● TASK TO COMPLETE
Transcribe all data verbatim. Skip the pictures.

═══ DATA IN THIS EXERCISE

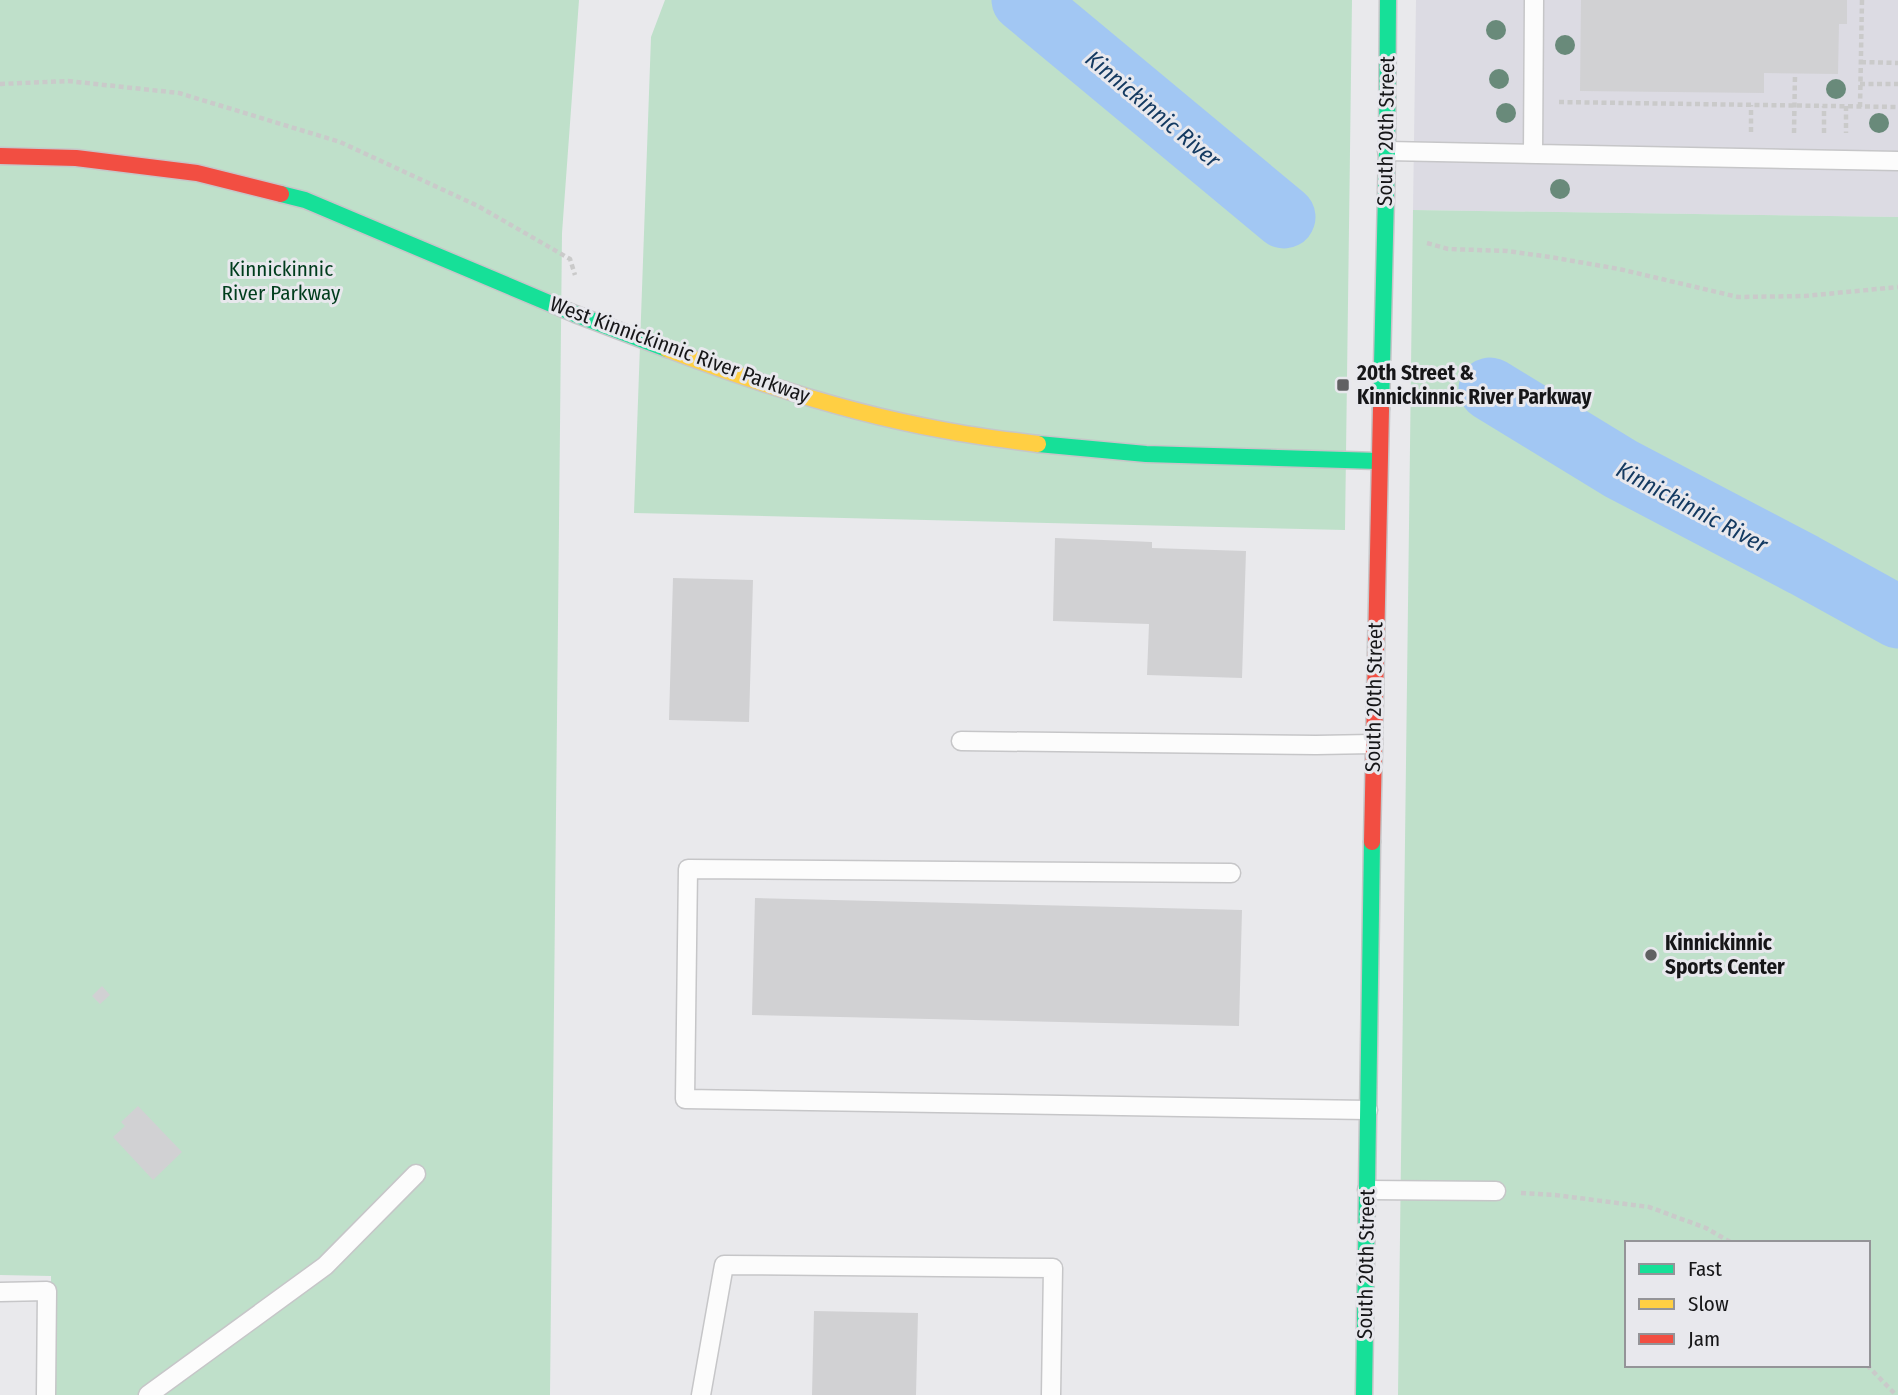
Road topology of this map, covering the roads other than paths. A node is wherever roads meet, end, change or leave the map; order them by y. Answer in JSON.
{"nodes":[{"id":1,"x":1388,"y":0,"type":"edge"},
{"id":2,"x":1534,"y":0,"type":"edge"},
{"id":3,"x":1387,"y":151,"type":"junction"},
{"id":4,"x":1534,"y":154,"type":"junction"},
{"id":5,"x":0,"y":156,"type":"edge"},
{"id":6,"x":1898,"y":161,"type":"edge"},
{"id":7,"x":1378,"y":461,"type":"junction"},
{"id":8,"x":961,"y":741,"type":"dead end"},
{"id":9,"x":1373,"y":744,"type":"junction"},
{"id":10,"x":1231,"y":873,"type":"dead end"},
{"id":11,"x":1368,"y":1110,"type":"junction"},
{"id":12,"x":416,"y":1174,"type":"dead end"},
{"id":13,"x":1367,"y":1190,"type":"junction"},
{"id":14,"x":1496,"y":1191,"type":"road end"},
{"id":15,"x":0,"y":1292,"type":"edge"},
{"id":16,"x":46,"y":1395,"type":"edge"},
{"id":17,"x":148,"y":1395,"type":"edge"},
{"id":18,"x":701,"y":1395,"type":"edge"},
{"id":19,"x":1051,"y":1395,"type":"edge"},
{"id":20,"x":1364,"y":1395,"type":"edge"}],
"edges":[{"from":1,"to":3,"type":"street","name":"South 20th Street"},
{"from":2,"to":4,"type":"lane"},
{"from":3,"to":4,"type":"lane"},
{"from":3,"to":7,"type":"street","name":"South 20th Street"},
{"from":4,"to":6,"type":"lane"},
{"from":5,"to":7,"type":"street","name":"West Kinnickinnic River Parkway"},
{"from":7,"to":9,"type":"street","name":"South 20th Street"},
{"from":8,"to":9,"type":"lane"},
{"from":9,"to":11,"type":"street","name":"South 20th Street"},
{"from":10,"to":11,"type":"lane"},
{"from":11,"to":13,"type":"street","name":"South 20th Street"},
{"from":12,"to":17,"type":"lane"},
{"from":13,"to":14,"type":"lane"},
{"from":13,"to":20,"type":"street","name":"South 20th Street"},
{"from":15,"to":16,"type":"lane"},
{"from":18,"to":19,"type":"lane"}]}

══════

● RESPONSE
Road topology of this map, covering the roads other than paths. A node is wherever roads meet, end, change or leave the map; order them by y. Answer in JSON.
{"nodes":[{"id":1,"x":1388,"y":0,"type":"edge"},
{"id":2,"x":1534,"y":0,"type":"edge"},
{"id":3,"x":1387,"y":151,"type":"junction"},
{"id":4,"x":1534,"y":154,"type":"junction"},
{"id":5,"x":0,"y":156,"type":"edge"},
{"id":6,"x":1898,"y":161,"type":"edge"},
{"id":7,"x":1378,"y":461,"type":"junction"},
{"id":8,"x":961,"y":741,"type":"dead end"},
{"id":9,"x":1373,"y":744,"type":"junction"},
{"id":10,"x":1231,"y":873,"type":"dead end"},
{"id":11,"x":1368,"y":1110,"type":"junction"},
{"id":12,"x":416,"y":1174,"type":"dead end"},
{"id":13,"x":1367,"y":1190,"type":"junction"},
{"id":14,"x":1496,"y":1191,"type":"road end"},
{"id":15,"x":0,"y":1292,"type":"edge"},
{"id":16,"x":46,"y":1395,"type":"edge"},
{"id":17,"x":148,"y":1395,"type":"edge"},
{"id":18,"x":701,"y":1395,"type":"edge"},
{"id":19,"x":1051,"y":1395,"type":"edge"},
{"id":20,"x":1364,"y":1395,"type":"edge"}],
"edges":[{"from":1,"to":3,"type":"street","name":"South 20th Street"},
{"from":2,"to":4,"type":"lane"},
{"from":3,"to":4,"type":"lane"},
{"from":3,"to":7,"type":"street","name":"South 20th Street"},
{"from":4,"to":6,"type":"lane"},
{"from":5,"to":7,"type":"street","name":"West Kinnickinnic River Parkway"},
{"from":7,"to":9,"type":"street","name":"South 20th Street"},
{"from":8,"to":9,"type":"lane"},
{"from":9,"to":11,"type":"street","name":"South 20th Street"},
{"from":10,"to":11,"type":"lane"},
{"from":11,"to":13,"type":"street","name":"South 20th Street"},
{"from":12,"to":17,"type":"lane"},
{"from":13,"to":14,"type":"lane"},
{"from":13,"to":20,"type":"street","name":"South 20th Street"},
{"from":15,"to":16,"type":"lane"},
{"from":18,"to":19,"type":"lane"}]}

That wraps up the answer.